State the number of lines in the entries below where the string "this" occurs, and omit everything else.

---- Material shown

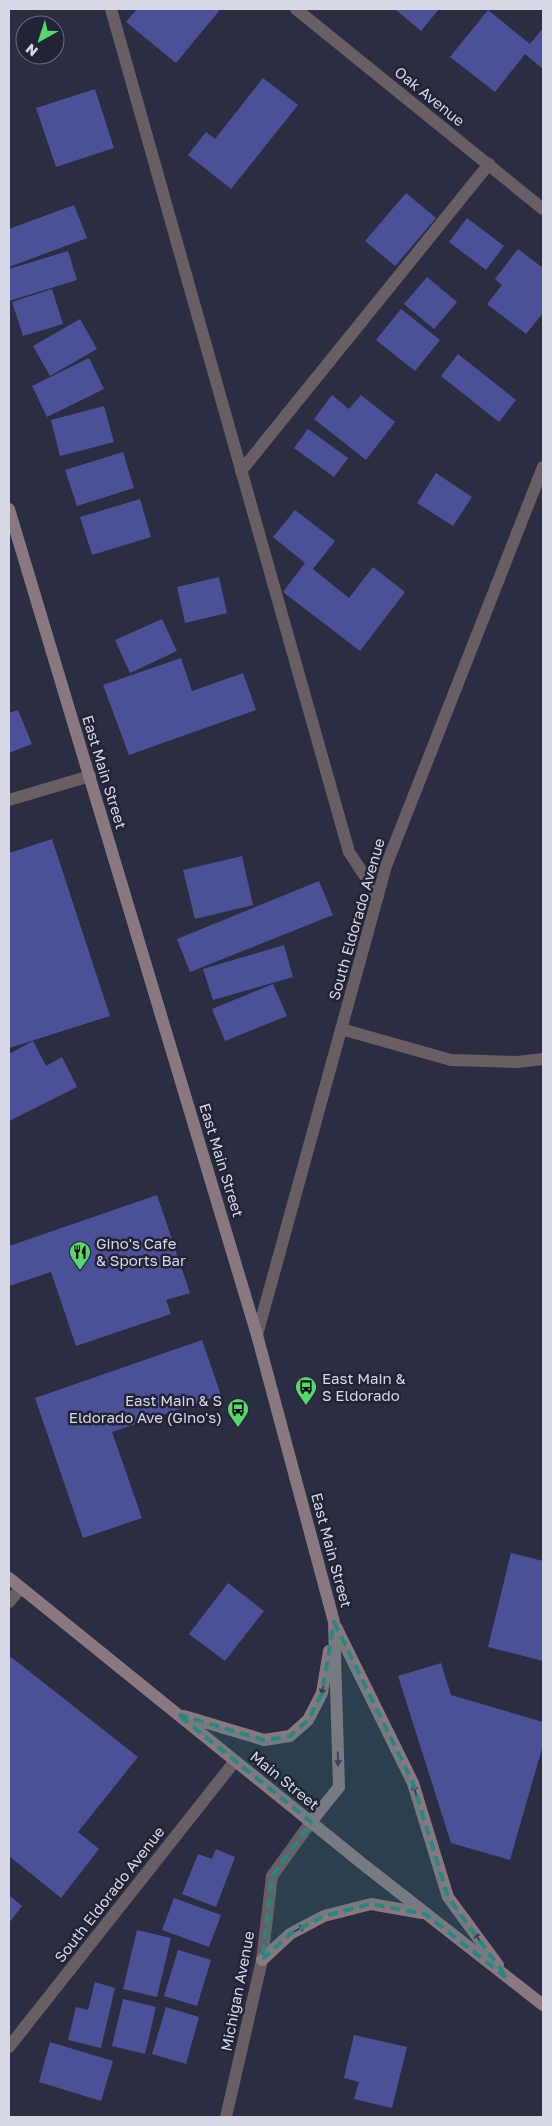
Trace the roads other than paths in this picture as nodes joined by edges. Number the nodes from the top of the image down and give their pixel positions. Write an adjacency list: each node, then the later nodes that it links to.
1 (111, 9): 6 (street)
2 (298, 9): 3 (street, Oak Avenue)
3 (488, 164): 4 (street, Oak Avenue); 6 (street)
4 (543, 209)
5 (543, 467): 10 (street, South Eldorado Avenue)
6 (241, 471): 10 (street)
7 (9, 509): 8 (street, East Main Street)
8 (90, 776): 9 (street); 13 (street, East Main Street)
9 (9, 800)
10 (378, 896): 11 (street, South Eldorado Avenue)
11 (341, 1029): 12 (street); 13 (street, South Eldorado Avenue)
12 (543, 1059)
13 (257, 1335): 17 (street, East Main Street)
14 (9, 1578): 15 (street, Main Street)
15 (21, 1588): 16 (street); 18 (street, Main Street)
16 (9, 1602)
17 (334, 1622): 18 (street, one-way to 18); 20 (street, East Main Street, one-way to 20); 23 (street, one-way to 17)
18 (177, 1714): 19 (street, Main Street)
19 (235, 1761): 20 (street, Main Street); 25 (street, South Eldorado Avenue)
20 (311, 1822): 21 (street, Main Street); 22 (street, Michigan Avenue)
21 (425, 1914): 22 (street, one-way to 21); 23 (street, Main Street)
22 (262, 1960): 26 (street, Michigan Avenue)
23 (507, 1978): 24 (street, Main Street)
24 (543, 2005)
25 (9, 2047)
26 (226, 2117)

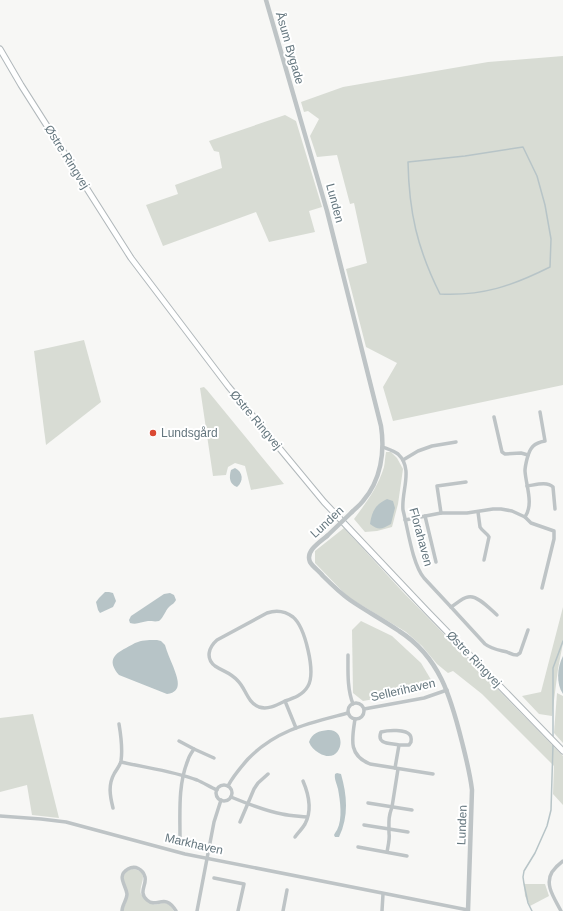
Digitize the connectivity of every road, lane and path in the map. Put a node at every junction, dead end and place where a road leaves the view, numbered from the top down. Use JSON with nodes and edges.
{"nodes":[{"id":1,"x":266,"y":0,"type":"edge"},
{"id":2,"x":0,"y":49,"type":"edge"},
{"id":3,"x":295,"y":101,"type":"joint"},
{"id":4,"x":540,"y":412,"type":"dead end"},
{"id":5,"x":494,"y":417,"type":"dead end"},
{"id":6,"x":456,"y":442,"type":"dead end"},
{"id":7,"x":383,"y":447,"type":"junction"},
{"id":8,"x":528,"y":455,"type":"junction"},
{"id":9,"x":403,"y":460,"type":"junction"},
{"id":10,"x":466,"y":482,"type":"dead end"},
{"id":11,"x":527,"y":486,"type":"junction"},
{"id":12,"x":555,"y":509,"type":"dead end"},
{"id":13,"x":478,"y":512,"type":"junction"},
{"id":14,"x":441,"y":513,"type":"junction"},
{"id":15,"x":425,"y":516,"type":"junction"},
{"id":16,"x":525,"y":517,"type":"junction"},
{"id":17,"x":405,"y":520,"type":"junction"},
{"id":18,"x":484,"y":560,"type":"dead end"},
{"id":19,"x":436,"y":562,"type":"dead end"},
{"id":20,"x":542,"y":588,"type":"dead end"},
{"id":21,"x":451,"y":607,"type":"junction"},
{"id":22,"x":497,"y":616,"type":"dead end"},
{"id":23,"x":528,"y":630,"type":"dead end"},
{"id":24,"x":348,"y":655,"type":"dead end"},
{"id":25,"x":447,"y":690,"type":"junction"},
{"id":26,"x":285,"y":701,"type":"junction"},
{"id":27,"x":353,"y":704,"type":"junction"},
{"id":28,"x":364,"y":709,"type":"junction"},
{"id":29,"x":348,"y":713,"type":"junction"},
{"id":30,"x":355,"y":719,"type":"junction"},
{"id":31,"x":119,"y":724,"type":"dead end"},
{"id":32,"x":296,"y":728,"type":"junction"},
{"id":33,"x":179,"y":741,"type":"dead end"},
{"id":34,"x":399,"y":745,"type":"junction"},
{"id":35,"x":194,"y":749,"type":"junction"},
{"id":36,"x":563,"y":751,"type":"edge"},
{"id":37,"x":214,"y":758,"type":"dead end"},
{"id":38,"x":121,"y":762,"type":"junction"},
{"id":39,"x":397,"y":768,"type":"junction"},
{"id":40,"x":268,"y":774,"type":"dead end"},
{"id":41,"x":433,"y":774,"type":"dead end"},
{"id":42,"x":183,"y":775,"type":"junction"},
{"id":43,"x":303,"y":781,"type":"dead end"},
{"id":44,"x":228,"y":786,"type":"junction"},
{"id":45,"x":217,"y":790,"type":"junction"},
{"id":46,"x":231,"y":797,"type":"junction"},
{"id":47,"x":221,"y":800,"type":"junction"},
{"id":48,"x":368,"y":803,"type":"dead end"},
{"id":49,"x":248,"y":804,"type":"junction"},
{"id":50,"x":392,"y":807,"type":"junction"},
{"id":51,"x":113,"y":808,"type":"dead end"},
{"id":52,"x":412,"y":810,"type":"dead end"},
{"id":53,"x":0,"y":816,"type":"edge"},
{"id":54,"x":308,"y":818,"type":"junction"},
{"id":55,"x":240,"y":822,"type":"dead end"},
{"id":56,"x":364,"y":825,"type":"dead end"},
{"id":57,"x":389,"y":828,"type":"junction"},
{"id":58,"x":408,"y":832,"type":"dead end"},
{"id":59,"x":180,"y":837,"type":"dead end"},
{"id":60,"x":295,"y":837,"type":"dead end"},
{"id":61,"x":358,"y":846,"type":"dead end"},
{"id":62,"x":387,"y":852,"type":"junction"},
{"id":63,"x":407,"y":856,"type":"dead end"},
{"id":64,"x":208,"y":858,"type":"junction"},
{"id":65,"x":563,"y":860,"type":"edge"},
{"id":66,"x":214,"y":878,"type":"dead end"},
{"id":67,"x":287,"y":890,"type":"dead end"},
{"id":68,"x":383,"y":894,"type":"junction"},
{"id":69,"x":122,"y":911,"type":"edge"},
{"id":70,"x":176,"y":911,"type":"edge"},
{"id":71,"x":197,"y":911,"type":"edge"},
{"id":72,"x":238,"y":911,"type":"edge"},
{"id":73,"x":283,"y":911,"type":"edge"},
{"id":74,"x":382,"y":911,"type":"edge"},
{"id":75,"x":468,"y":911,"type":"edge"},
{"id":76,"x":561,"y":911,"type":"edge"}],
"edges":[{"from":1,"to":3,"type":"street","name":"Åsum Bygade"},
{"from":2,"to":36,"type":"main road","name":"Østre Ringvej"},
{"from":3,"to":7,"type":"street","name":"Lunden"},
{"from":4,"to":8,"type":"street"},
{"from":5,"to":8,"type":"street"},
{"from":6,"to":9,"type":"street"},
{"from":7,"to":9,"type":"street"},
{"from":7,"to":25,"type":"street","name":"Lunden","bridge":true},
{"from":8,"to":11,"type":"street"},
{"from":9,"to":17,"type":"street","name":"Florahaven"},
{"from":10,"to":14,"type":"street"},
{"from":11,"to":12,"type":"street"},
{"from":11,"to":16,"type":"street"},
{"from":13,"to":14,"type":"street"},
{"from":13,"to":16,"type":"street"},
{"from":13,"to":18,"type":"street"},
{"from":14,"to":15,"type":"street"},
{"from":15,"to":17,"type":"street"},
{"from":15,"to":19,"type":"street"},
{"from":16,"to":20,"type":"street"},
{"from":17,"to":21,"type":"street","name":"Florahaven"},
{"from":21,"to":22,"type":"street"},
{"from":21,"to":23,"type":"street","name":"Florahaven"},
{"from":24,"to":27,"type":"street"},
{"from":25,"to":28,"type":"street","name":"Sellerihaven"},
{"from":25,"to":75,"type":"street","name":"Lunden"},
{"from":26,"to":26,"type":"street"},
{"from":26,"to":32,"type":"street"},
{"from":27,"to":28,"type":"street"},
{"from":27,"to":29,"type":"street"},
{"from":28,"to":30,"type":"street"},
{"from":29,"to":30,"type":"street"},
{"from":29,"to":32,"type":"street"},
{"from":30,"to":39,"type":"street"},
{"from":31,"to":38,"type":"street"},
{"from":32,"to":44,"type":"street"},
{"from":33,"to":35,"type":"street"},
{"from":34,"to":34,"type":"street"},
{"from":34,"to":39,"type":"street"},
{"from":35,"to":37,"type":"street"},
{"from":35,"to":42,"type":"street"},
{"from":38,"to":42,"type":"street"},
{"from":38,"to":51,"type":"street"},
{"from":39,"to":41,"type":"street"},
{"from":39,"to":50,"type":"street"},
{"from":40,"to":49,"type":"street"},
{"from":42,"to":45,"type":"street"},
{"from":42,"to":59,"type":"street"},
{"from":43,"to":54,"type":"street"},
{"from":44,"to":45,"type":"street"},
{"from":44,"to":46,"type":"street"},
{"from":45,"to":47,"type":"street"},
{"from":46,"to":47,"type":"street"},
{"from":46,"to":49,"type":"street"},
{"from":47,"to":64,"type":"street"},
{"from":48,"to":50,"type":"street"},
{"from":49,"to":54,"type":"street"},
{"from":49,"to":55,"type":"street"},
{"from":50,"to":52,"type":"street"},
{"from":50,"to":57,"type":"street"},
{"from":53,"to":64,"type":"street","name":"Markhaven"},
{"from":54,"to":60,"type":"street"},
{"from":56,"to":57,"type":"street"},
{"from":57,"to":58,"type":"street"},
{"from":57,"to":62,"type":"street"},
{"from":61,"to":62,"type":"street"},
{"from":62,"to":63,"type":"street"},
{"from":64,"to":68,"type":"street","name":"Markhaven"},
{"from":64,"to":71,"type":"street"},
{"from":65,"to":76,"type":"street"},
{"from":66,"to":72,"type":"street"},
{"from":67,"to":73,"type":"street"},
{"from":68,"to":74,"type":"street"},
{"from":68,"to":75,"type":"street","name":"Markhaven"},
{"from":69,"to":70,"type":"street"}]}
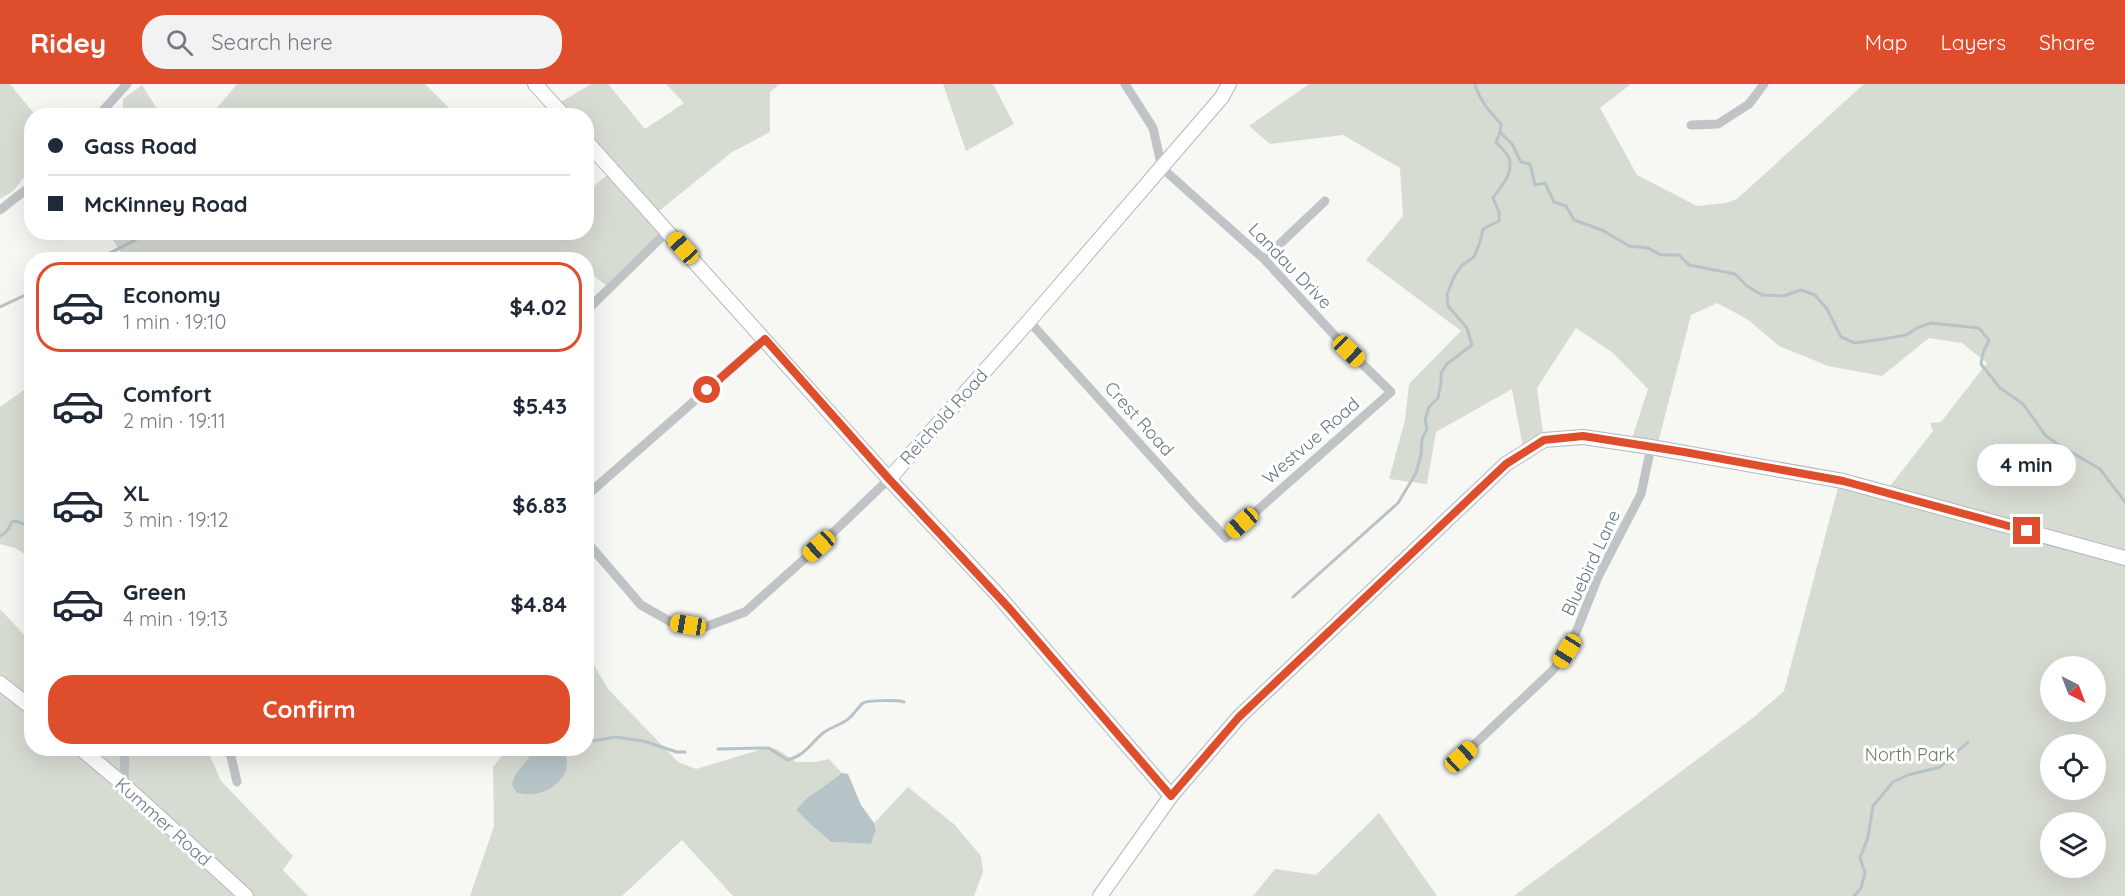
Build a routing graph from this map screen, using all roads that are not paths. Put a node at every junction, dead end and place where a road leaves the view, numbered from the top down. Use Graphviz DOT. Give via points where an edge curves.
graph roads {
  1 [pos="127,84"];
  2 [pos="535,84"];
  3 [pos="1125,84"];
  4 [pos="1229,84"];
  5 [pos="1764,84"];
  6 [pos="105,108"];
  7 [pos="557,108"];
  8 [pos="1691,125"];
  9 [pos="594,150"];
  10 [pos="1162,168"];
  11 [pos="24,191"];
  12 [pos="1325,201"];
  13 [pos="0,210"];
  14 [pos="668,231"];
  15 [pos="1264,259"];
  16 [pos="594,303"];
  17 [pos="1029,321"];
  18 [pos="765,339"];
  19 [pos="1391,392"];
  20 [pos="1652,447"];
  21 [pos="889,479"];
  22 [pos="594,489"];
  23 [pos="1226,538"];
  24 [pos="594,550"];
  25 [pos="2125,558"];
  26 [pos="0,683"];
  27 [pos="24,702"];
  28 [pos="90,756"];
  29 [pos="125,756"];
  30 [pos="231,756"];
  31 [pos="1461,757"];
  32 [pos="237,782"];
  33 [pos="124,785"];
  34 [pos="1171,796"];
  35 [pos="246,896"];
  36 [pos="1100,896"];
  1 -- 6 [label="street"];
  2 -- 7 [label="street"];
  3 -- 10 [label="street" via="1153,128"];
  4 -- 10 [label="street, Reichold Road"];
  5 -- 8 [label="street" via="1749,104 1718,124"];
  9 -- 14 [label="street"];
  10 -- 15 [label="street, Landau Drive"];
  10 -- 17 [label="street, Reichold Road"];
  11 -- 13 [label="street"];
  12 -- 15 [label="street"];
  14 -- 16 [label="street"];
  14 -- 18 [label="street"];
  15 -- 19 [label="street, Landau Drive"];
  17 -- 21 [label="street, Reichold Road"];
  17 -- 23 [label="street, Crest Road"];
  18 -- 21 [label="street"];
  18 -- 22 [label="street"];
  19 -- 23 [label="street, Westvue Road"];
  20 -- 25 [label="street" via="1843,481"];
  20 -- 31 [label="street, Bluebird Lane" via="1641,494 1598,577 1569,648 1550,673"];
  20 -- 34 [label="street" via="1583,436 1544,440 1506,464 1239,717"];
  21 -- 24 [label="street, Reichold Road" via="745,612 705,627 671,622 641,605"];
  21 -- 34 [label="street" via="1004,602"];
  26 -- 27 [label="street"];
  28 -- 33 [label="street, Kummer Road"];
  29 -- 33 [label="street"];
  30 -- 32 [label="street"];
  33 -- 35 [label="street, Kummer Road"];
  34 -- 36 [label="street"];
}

--------

Finished exercise: 2